1. Step 2 of Protein Synthesis
Translation
Step 2 of Protein Synthesis

2. Molecular Components
Transfer RNA: takes amino acids from the cytoplasm to a ribosome
Each tRNA carries a specific amino acid at one end and has an anticodon on the other end.
Anticodon: a nucleotide triplet which base- pairs with a complementary codon on mRNA.
tRNA is a translator because it reads a nucleic acid word (mRNA codon) and interprets it as a protein word (amino acid).

3. Molecular Components The structure and function of tRNA:
Job – to take a specific amino acid to the ribosome, then go pick up another from the cytosol
Looks like a cloverleaf if flattened into a 2D structure due to the H-bonding between bases
Its 3D shape is roughly an “L.”
An enzyme called aminoacyl-tRNA synthetase attaches a given amino acid to the appropriate tRNA. There is a different synthetase for each amino acid.
tRNAs can sometimes match multiple codons because of the third base pair not needing to match exactly (“wobble”)

5. Molecular Components Ribosomes
Facilitate the coupling of tRNA anticodons with mRNA codons during protein synthesis
2 subunits: large and small
Made of proteins and rRNA (ribosomal RNA)
Cells contain thousands of ribosomes, so rRNA is the most abundant type of RNA.
Since prokaryotic ribosomes are different from eukaryotic ribosomes, antibiotic drugs are able to inactivate them without inhibiting the ability of eukaryotic cells to make proteins.

6. Molecular Components Ribosomes Each has 3 binding sites:
P site: (peptidyl-tRNA site) holds the tRNA carrying the growing polypeptide chain
A site: (aminoacyl-tRNA site) holds the tRNA carrying the next amino acid to be added to the chain
E site: (exit site) where discharged tRNAs leave the ribosome
The ribosome forms peptide bonds between the amino acids.

8. Building a Polypeptide
3 stages:
Initiation –
The small ribosomal unit binds to an initiator tRNA (carrying Methionine) and mRNA, and then finds the start codon (AUG);
Next, proteins called initiation factors bring this complex and the large ribosomal unit together;
Then, the initiator tRNA is in the P site.

9. Building a Polypeptide
Elongation
Involves proteins called elongation factors
Uses energy from GTP (like ATP)
mRNA is moved through the ribosome in the 5’ to 3’ direction only
Many ribosomes may trail along one mRNA at a time (polyribosomes)
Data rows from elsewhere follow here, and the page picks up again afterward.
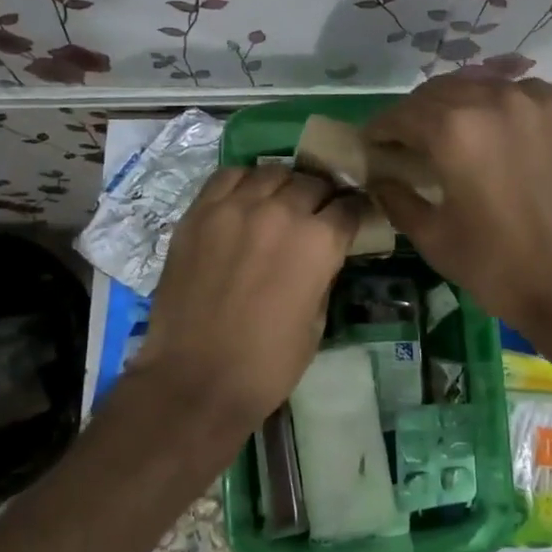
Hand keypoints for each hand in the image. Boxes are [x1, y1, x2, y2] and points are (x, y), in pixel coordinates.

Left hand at [133, 166, 362, 437]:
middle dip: (322, 196)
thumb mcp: (317, 322)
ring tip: (280, 202)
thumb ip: (323, 274)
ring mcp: (235, 207)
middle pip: (312, 182)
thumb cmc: (267, 364)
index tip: (353, 217)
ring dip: (284, 185)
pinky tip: (245, 199)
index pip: (349, 206)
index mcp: (318, 242)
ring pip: (272, 172)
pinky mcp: (199, 213)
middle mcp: (280, 212)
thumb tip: (322, 254)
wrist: (195, 379)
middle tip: (317, 213)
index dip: (355, 211)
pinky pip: (228, 176)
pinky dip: (244, 182)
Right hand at [365, 76, 551, 330]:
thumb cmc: (500, 267)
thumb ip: (397, 200)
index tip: (373, 143)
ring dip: (462, 104)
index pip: (402, 114)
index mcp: (454, 130)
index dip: (381, 128)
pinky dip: (505, 107)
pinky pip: (527, 95)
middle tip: (411, 139)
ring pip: (486, 85)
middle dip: (418, 112)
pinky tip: (505, 132)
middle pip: (441, 91)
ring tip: (458, 131)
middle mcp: (496, 100)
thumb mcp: (434, 239)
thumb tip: (379, 178)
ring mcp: (541, 102)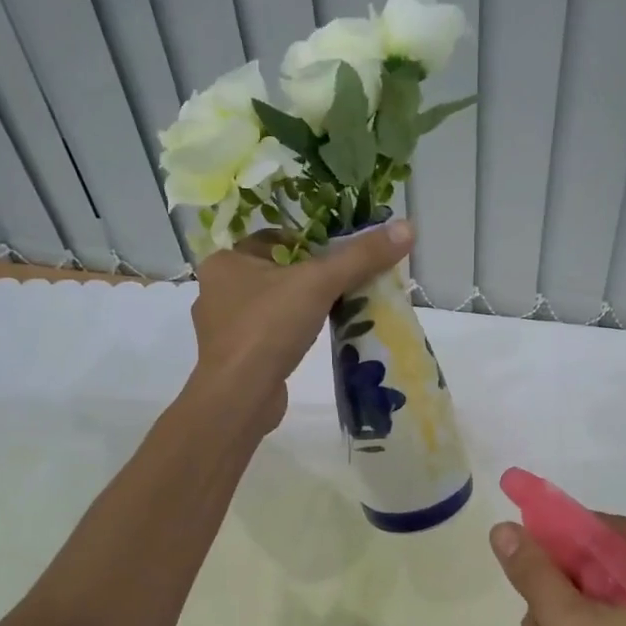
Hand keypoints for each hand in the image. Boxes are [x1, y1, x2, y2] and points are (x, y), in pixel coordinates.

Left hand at [191, 219, 414, 433]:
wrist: (239, 398)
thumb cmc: (268, 328)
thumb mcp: (319, 283)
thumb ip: (361, 256)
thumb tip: (407, 227)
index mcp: (226, 261)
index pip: (276, 239)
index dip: (312, 241)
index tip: (345, 252)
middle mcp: (218, 290)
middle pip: (279, 271)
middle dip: (314, 275)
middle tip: (351, 279)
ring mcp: (226, 328)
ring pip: (276, 304)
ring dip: (306, 305)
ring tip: (342, 307)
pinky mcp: (238, 358)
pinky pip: (272, 334)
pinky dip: (295, 333)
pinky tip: (319, 337)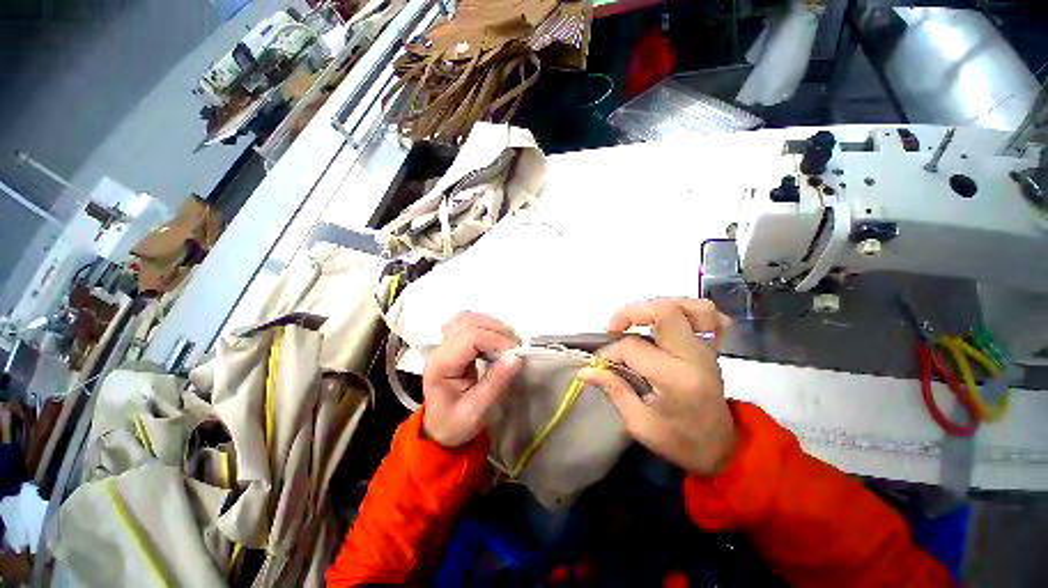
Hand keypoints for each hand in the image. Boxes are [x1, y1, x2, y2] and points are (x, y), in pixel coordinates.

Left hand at [422, 312, 522, 446]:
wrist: (439, 429)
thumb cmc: (455, 424)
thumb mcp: (477, 411)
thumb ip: (496, 383)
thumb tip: (516, 357)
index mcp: (441, 365)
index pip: (469, 337)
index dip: (496, 340)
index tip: (515, 354)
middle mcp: (440, 349)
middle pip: (467, 322)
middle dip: (496, 330)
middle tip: (514, 348)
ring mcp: (444, 344)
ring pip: (466, 318)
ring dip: (490, 325)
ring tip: (507, 342)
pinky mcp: (452, 344)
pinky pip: (468, 323)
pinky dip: (485, 326)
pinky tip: (496, 340)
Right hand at [578, 298, 736, 475]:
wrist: (720, 448)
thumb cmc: (678, 440)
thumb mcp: (639, 423)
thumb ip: (613, 389)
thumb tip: (585, 370)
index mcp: (676, 379)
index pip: (633, 347)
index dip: (610, 351)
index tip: (600, 362)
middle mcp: (695, 357)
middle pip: (666, 312)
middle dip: (631, 312)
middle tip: (613, 327)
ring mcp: (708, 350)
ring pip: (691, 307)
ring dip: (659, 305)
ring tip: (639, 318)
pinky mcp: (714, 348)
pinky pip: (712, 317)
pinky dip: (691, 310)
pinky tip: (673, 319)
10. Building a Polypeptide
Termination
Stop codon reaches the A site (triplets do not code for amino acids)
A protein called a release factor binds to the stop codon and causes the addition of a water molecule instead of an amino acid
The polypeptide is released
Translation assembly comes apart

11. Completing and Targeting the Functional Protein
Protein Folding and Post-translational modifications:
A protein may begin to coil and fold spontaneously.
Chaperone proteins (“chaperonins”) usually help the polypeptide fold correctly.
Examples of post-translational modifications before the protein can do its job… attachment of sugars, lipids, phosphate groups; removal of amino acids from the leading end; enzymatic cleaving into 2 or more pieces

12. Completing and Targeting the Functional Protein
Targeting Polypeptides to Specific Locations:
2 kinds of ribosomes –
Free: suspended in cytosol and mostly synthesize proteins that dissolve in the cytosol and function there
Bound: attached to the cytosolic side of the endoplasmic reticulum or nuclear envelope; make proteins of the endomembrane system as well as proteins secreted from the cell

13. Completing and Targeting the Functional Protein
Targeting Polypeptides to Specific Locations:
The above ribosomes are identical and can switch their status from free to bound.
Polypeptide synthesis always starts in the cytosol with a free ribosome.
If a protein that are destined for the endomembrane system are marked by a signal peptide.
As it emerges from the ribosome, a signal- recognition particle (SRP) recognizes it and brings the ribosome to a receptor protein built into the ER.